What is expected: Everything from the line containing "Build a routing" through the last line of the material must be restated word for word, and only that.

++++++++

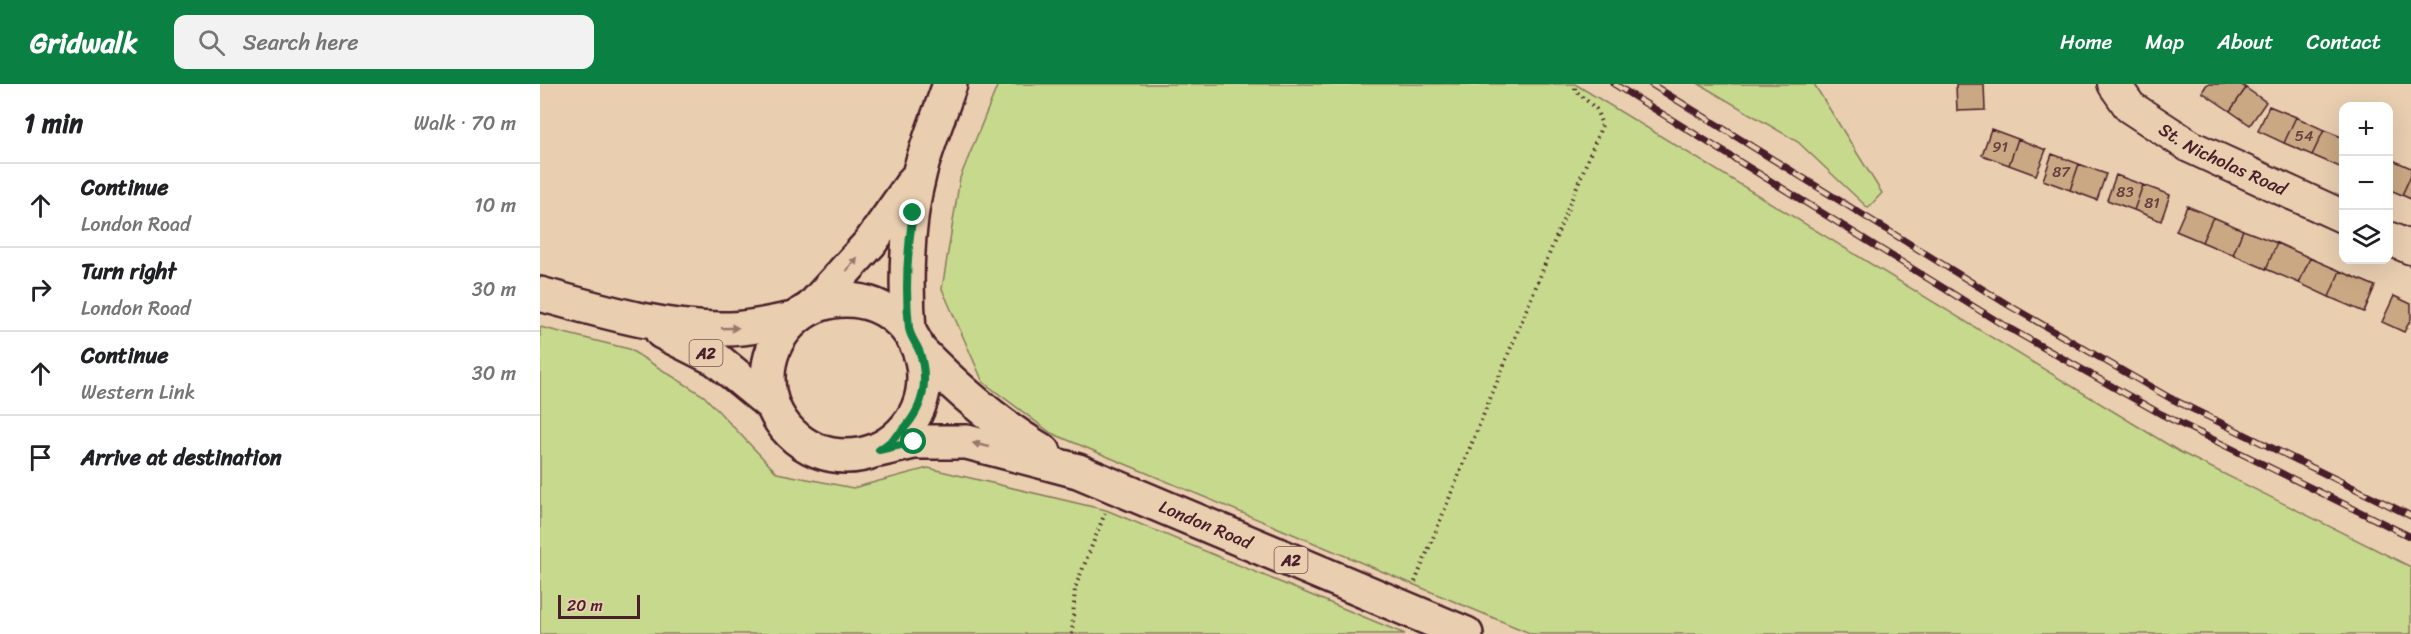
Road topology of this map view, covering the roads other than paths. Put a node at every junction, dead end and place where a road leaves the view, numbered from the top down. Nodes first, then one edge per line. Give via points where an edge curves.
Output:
1 (950, 84) edge
2 (2114, 84) edge
3 (920, 172) junction
4 (2339, 215) edge
5 (2393, 240) edge
6 (2411, 248) edge
7 (540, 294) edge
8 (803, 313) junction
9 (630, 318) junction
10 (914, 342) junction
11 (772, 405) junction
12 (879, 450) junction
13 (1077, 471) junction
14 (1466, 634) edge

1 - 3 main road
2 - 4 street, St. Nicholas Road via 2130,107 2191,147
8 -> 3 main road via 870,243
3 - 10 main road via 907,255 906,288
5 - 6 street
7 - 9 main road, London Road / A2
9 -> 8 main road, London Road / A2 via 725,329 755,327
8 - 10 main road, London Road / A2 via 833,301 855,300 894,317
8 - 11 main road, London Road / A2 via 779,337 770,358 767,382
9 - 11 main road, London Road / A2 via 716,359
10 - 12 main road, London Road / A2 via 924,374 922,397 913,419 898,437
10 - 13 main road, London Road / A2 via 955,387 993,419
11 - 12 main road, London Road / A2 via 784,427 804,445 828,455 854,456
13 -> 12 main road, London Road / A2 via 949,440
13 - 14 main road, London Road / A2

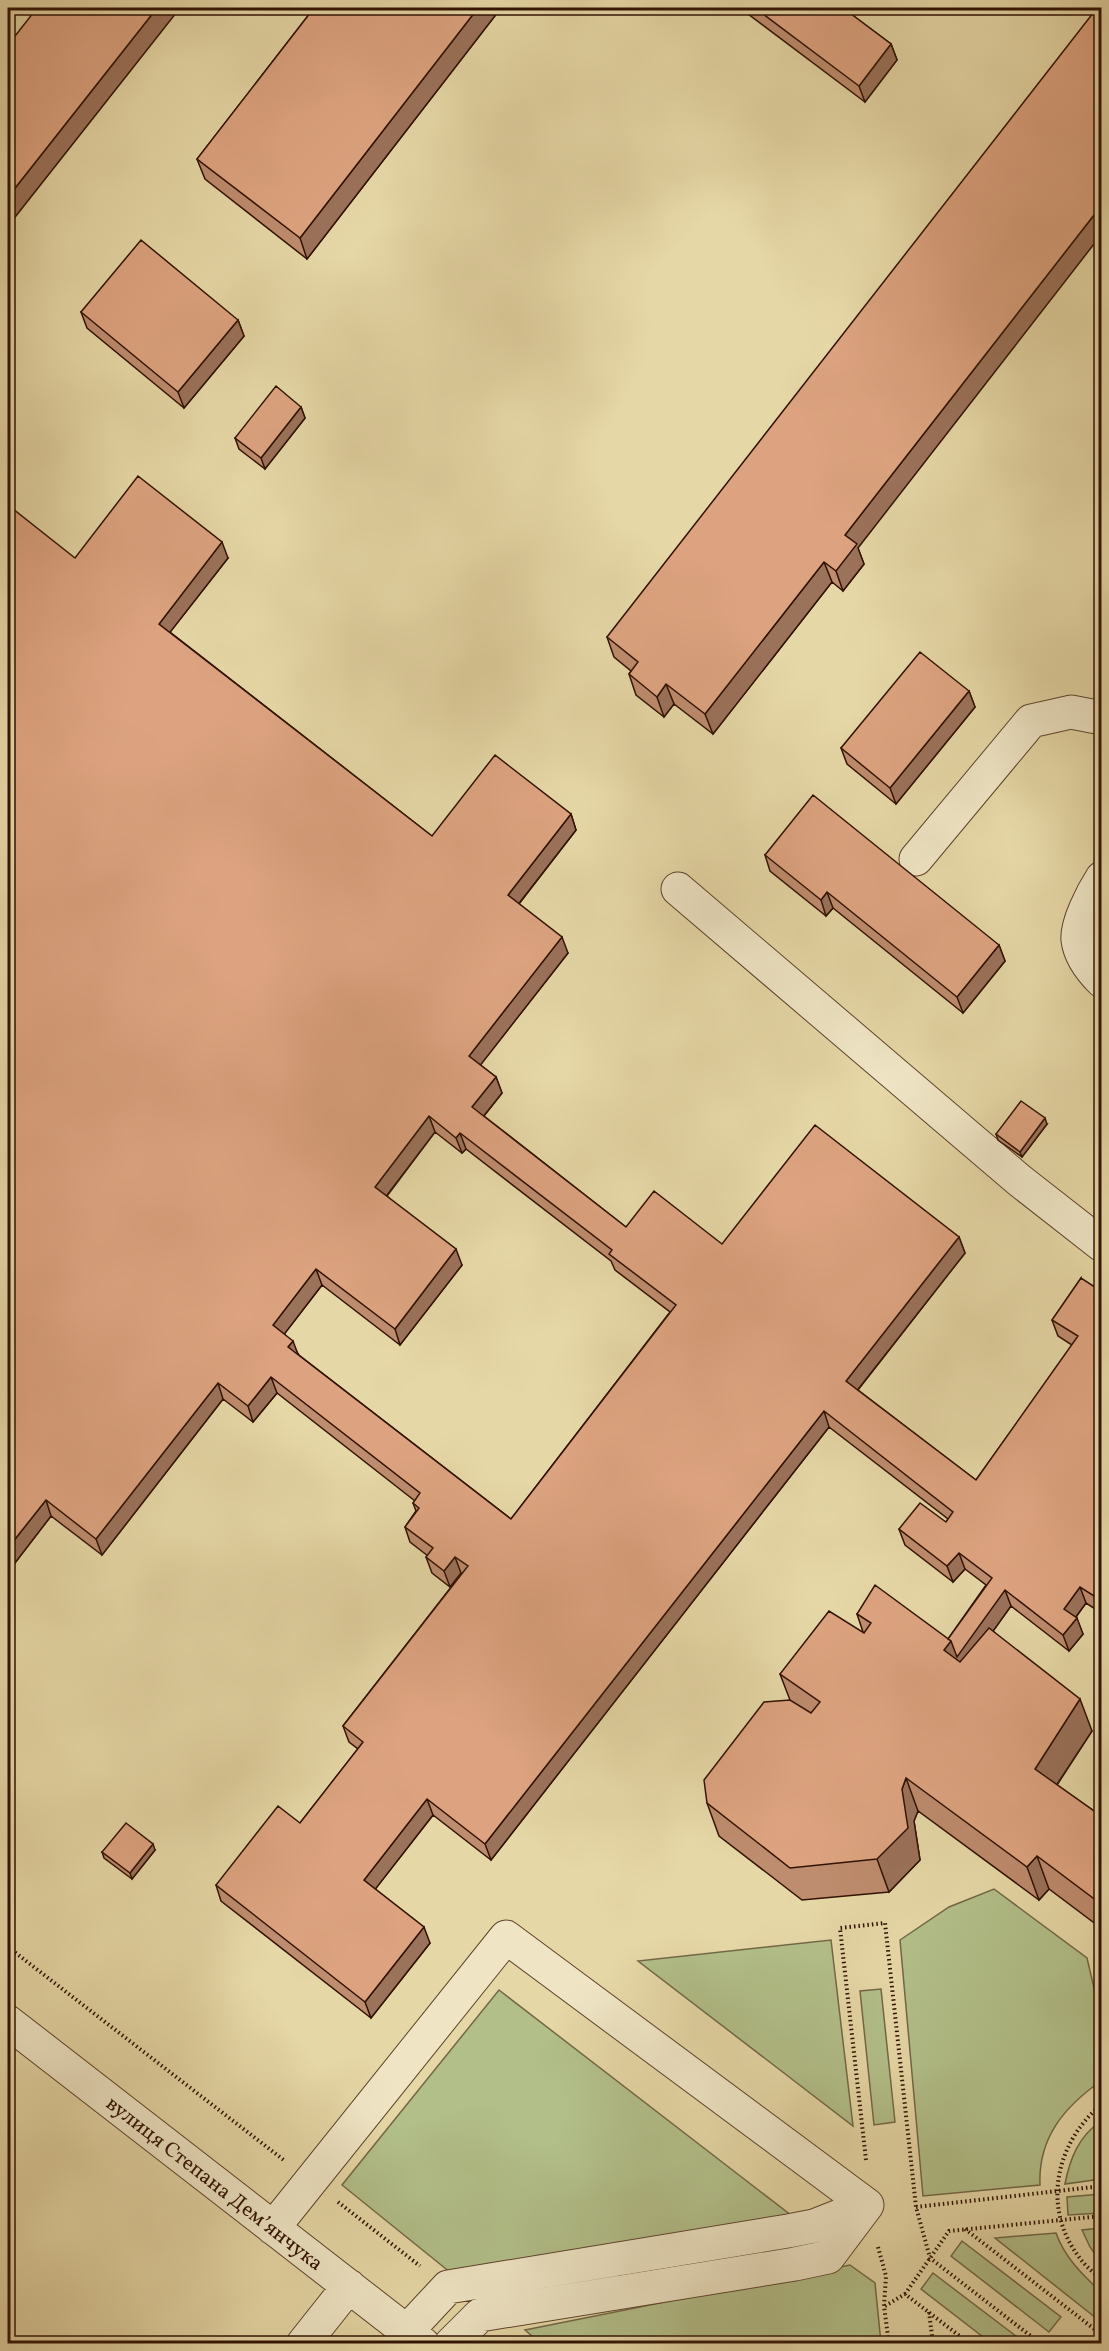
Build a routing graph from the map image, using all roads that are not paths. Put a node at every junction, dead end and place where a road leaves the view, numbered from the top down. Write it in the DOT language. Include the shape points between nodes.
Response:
graph roads {
  1 [pos="1101,718"];
  2 [pos="916,859"];
  3 [pos="1101,878"];
  4 [pos="678,889"];
  5 [pos="1101,981"];
  6 [pos="1101,1245"];
  7 [pos="8,2022"];
  8 [pos="867,2205"];
  9 [pos="273,2228"];
  10 [pos="349,2286"];
  11 [pos="415,2337"];
  12 [pos="303,2343"];
  13 [pos="451,2343"];
  1 -- 2 [label="street" via="1071,712 1031,721"];
  3 -- 5 [label="street" via="1085,909 1078,939 1088,967"];
  4 -- 6 [label="street" via="1018,1180"];
  7 -- 9 [label="street, вулиця Степана Демʼянчука"];
  8 -- 9 [label="street" via="506,1937"];
  8 -- 11 [label="street" via="788,2232 448,2287"];
  8 -- 13 [label="street" via="828,2257 480,2314"];
  9 -- 10 [label="street, вулиця Степана Демʼянчука"];
  10 -- 11 [label="street, вулиця Степана Демʼянчука"];
  10 -- 12 [label="street"];
}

++++++++

Answer section:
Build a routing graph from the map image, using all roads that are not paths. Put a node at every junction, dead end and place where a road leaves the view, numbered from the top down. Write it in the DOT language. Include the shape points between nodes.
Response:
graph roads {
  1 [pos="1101,718"];
  2 [pos="916,859"];
  3 [pos="1101,878"];
  4 [pos="678,889"];
  5 [pos="1101,981"];
  6 [pos="1101,1245"];
  7 [pos="8,2022"];
  8 [pos="867,2205"];
  9 [pos="273,2228"];
  10 [pos="349,2286"];
  11 [pos="415,2337"];
  12 [pos="303,2343"];
  13 [pos="451,2343"];
  1 -- 2 [label="street" via="1071,712 1031,721"];
  3 -- 5 [label="street" via="1085,909 1078,939 1088,967"];
  4 -- 6 [label="street" via="1018,1180"];
  7 -- 9 [label="street, вулиця Степана Демʼянчука"];
  8 -- 9 [label="street" via="506,1937"];
  8 -- 11 [label="street" via="788,2232 448,2287"];
  8 -- 13 [label="street" via="828,2257 480,2314"];
  9 -- 10 [label="street, вулиця Степана Демʼянчука"];
  10 -- 11 [label="street, вулиця Степана Демʼянчука"];
  10 -- 12 [label="street"];
}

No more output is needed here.